Giuseppe Corrado al Corriere dello Sport – Stadio: “C’è necessità che il calcio riparta”

PISA – Il presidente del Pisa Giuseppe Corrado ha parlato della possibile riapertura dei campionati di calcio alla luce delle ultime disposizioni governative. Sentiamo le sue parole in una intervista rilasciata al “Corriere dello Sport – Stadio” e raccolta dal giornalista Aldo Gaggini

di Maurizio Ficeli


               
Il massimo dirigente del club nerazzurro e consigliere della lega B parla della scelta del premier Conte di consentire dal 18 maggio gli allenamenti delle squadre, scelta peraltro contrastata dal ministro Spadafora. “Non so esprimere giudizi tecnici o scientifici. I virologi elencano i rischi di nuovi contagi e penso che anche lo sport si deve adeguare adottando i modi più sicuri possibili. Il presidente del consiglio ha aperto in data 4 maggio la  pratica degli sport individuali rinviando al 18 la decisione per gli altri sport. Non so se si poteva fare di più. Il calcio è uno sport importante che da lavoro a molte persone oltre che ai calciatori e pertanto dovrà ripartire al più presto, ed a garanzia di ogni partecipante, i campionati devono essere portati a termine“.

Sulla posizione presidente del Livorno Aldo Spinelli che vorrebbe che il campionato non riprendesse, Corrado afferma: “Spinelli è un istrione e nella sua carriera calcistica è stato sempre un personaggio originale. Ha molta esperienza, ma a volte questa può essere un freno al cambiamento ed all’innovazione. Anche per lui e per la sua società sarebbe cosa corretta terminare il campionato sul campo e non cristallizzare il risultato al momento dell’interruzione. E poi mancando ancora diverse gare da giocare ci sono per tutti le possibilità di risalire in classifica“.

Sulle disposizioni che dicono di riaprire solo agli sport individuali mentre i giocatori non possono allenarsi negli impianti sportivi: “Sono decisioni contraddittorie che diventano difficili da comprendere, ad esempio i parrucchieri non posso riaprire mentre i mezzi pubblici, su cui salgono molte persone possono viaggiare. Ci vorrebbe coerenza e poi se una squadra ha la possibilità di fare allenare singolarmente un giocatore in un ambiente aperto, non capisco perché non possa farlo”.

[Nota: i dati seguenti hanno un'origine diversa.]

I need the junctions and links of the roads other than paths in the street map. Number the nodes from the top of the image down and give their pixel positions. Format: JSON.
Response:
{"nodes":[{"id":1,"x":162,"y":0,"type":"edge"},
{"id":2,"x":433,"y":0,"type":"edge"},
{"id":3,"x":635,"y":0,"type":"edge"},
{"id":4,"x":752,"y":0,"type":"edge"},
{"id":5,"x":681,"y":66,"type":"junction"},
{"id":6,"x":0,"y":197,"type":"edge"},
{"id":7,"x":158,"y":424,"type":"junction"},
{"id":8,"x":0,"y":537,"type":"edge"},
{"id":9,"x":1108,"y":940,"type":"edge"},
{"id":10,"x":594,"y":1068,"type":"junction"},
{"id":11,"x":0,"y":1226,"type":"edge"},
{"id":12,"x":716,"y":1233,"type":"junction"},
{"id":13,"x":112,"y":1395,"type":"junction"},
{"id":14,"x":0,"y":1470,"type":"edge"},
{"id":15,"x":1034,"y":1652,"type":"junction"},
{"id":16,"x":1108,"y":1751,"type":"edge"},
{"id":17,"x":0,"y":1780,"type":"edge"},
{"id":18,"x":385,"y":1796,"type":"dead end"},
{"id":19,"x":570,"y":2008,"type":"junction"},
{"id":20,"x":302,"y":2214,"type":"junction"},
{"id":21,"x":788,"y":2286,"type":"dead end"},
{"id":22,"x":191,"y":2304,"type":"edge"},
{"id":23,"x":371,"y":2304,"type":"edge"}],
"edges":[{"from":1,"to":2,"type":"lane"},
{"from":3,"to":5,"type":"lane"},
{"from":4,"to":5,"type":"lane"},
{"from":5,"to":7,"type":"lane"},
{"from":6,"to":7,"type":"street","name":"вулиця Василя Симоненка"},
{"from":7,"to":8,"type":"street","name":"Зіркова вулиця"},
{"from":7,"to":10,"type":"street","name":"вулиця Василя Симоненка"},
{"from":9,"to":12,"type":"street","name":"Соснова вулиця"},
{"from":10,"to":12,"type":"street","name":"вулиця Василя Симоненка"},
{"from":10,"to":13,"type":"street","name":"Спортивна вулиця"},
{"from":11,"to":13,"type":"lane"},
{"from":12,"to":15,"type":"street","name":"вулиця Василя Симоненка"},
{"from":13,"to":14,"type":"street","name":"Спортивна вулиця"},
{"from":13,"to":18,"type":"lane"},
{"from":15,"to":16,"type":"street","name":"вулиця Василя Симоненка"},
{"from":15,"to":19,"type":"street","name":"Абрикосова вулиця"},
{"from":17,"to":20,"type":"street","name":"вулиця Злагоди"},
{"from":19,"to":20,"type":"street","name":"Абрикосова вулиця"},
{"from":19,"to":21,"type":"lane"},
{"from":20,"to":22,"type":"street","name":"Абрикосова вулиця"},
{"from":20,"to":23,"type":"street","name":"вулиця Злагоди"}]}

Sulle posizioni divergenti fra Malago’ e Gravina afferma: “Ci sono chiavi di lettura diverse. È una cosa strana in quanto il massimo esponente dello sport nazionale dovrebbe essere il garante della regolarità di ogni manifestazione sportiva. Poi bisogna valutare il calcio non solo come sport ma anche come una importante attività produttiva e come si innesta nel settore economico del paese. Se il calcio non ripartirà anche lo stato dovrà defalcare dai propri introiti circa un miliardo e trecento milioni. Poi esclusi i calciatori, bisogna considerare gli altri addetti che lavorano nel calcio che sono oltre 50.000.

Se il calcio potrà finirà la stagione e il presidente Corrado afferma: “Non saprei e non è facile capirlo, il rispetto dei protocolli può rappresentare una garanzia di sicurezza. Mancano 9 partite ed in 40 giorni si potrebbe mettere una pezza ai mancati incassi delle società“.

Il massimo dirigente nerazzurro conclude parlando del danno economico subito dalla propria società alla luce del blocco del campionato: “Premesso che ogni società ha presentato in Federazione la propria previsione, per ciò che riguarda il Pisa, visto che siamo ai vertici della B per introiti di abbonamenti e biglietti il danno è rilevante, al di sopra dei due milioni e se non si riprenderà a giocare e se venissero a mancare i contributi televisivi potrebbero aumentare pesantemente“.